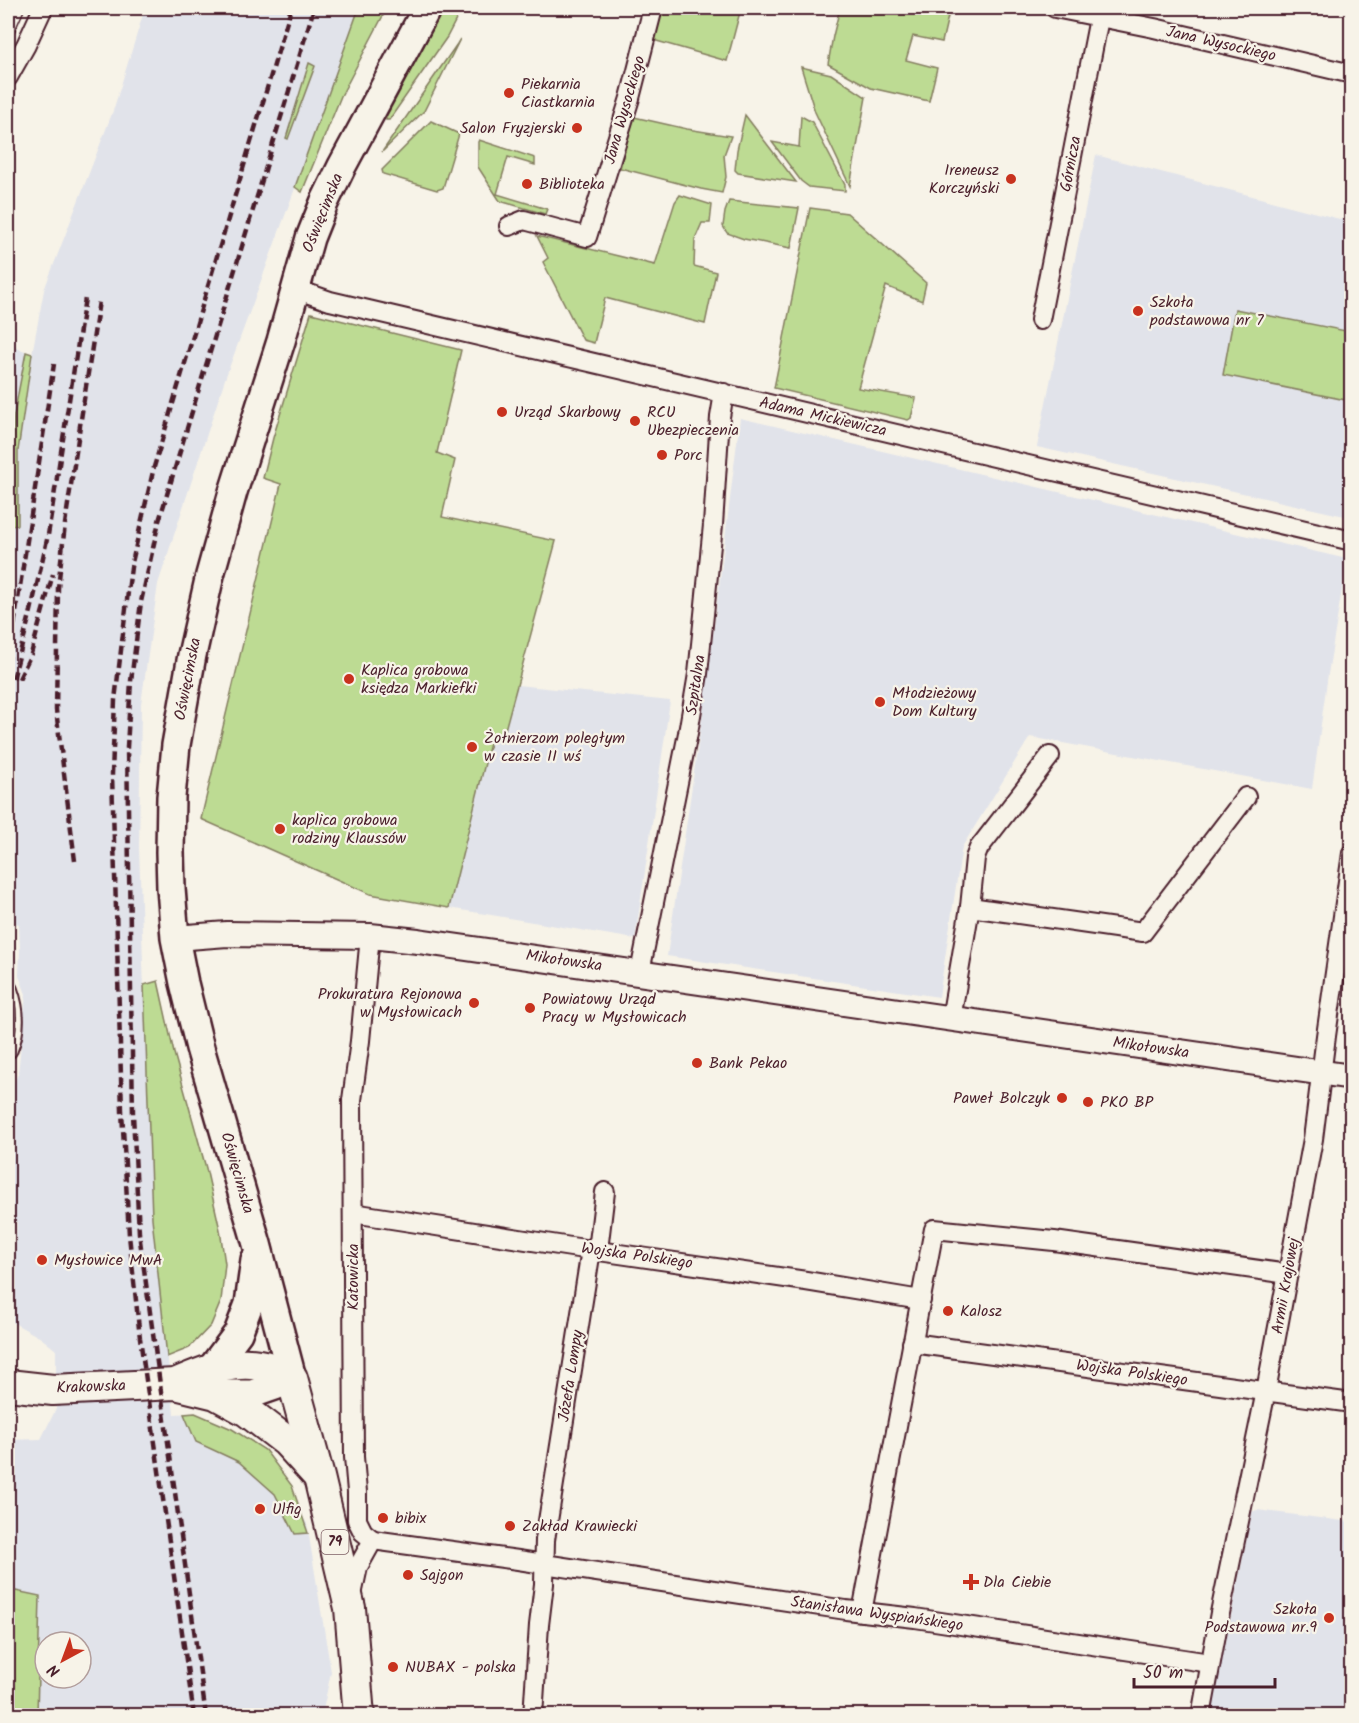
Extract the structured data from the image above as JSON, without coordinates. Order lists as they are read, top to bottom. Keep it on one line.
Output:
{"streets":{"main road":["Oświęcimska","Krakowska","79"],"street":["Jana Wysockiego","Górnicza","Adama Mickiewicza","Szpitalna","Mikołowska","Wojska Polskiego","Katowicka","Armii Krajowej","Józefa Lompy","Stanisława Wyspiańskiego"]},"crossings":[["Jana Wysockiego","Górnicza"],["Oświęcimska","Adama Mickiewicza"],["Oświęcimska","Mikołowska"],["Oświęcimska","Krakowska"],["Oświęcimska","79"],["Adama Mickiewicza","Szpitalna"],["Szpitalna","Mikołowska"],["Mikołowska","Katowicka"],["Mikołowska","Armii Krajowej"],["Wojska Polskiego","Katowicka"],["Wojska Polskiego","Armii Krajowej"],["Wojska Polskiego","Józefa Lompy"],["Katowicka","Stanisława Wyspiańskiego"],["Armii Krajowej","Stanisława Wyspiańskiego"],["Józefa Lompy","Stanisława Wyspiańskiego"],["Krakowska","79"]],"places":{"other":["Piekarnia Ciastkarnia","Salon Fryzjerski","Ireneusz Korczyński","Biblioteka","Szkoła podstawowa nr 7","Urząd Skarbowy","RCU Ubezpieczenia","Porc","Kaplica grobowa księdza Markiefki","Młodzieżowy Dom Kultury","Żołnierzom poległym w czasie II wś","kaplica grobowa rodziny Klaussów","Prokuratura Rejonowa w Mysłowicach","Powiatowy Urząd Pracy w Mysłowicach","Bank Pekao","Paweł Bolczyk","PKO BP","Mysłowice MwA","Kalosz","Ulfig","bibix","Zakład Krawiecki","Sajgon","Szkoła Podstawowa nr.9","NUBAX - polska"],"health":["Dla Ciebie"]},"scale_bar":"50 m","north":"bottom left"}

Exercise:
Output the listing exactly, pictures excluded.

Response:
Extract the structured data from the image above as JSON, without coordinates. Order lists as they are read, top to bottom. Keep it on one line.
Output:
{"streets":{"main road":["Oświęcimska","Krakowska","79"],"street":["Jana Wysockiego","Górnicza","Adama Mickiewicza","Szpitalna","Mikołowska","Wojska Polskiego","Katowicka","Armii Krajowej","Józefa Lompy","Stanisława Wyspiańskiego"]},"crossings":[["Jana Wysockiego","Górnicza"],["Oświęcimska","Adama Mickiewicza"],["Oświęcimska","Mikołowska"],["Oświęcimska","Krakowska"],["Oświęcimska","79"],["Adama Mickiewicza","Szpitalna"],["Szpitalna","Mikołowska"],["Mikołowska","Katowicka"],["Mikołowska","Armii Krajowej"],["Wojska Polskiego","Katowicka"],["Wojska Polskiego","Armii Krajowej"],["Wojska Polskiego","Józefa Lompy"],["Katowicka","Stanisława Wyspiańskiego"],["Armii Krajowej","Stanisława Wyspiańskiego"],["Józefa Lompy","Stanisława Wyspiańskiego"],["Krakowska","79"]],"places":{"other":["Piekarnia Ciastkarnia","Salon Fryzjerski","Ireneusz Korczyński","Biblioteka","Szkoła podstawowa nr 7","Urząd Skarbowy","RCU Ubezpieczenia","Porc","Kaplica grobowa księdza Markiefki","Młodzieżowy Dom Kultury","Żołnierzom poległym w czasie II wś","kaplica grobowa rodziny Klaussów","Prokuratura Rejonowa w Mysłowicach","Powiatowy Urząd Pracy w Mysłowicach","Bank Pekao","Paweł Bolczyk","PKO BP","Mysłowice MwA","Kalosz","Ulfig","bibix","Zakład Krawiecki","Sajgon","Szkoła Podstawowa nr.9","NUBAX - polska"],"health":["Dla Ciebie"]},"scale_bar":"50 m","north":"bottom left"}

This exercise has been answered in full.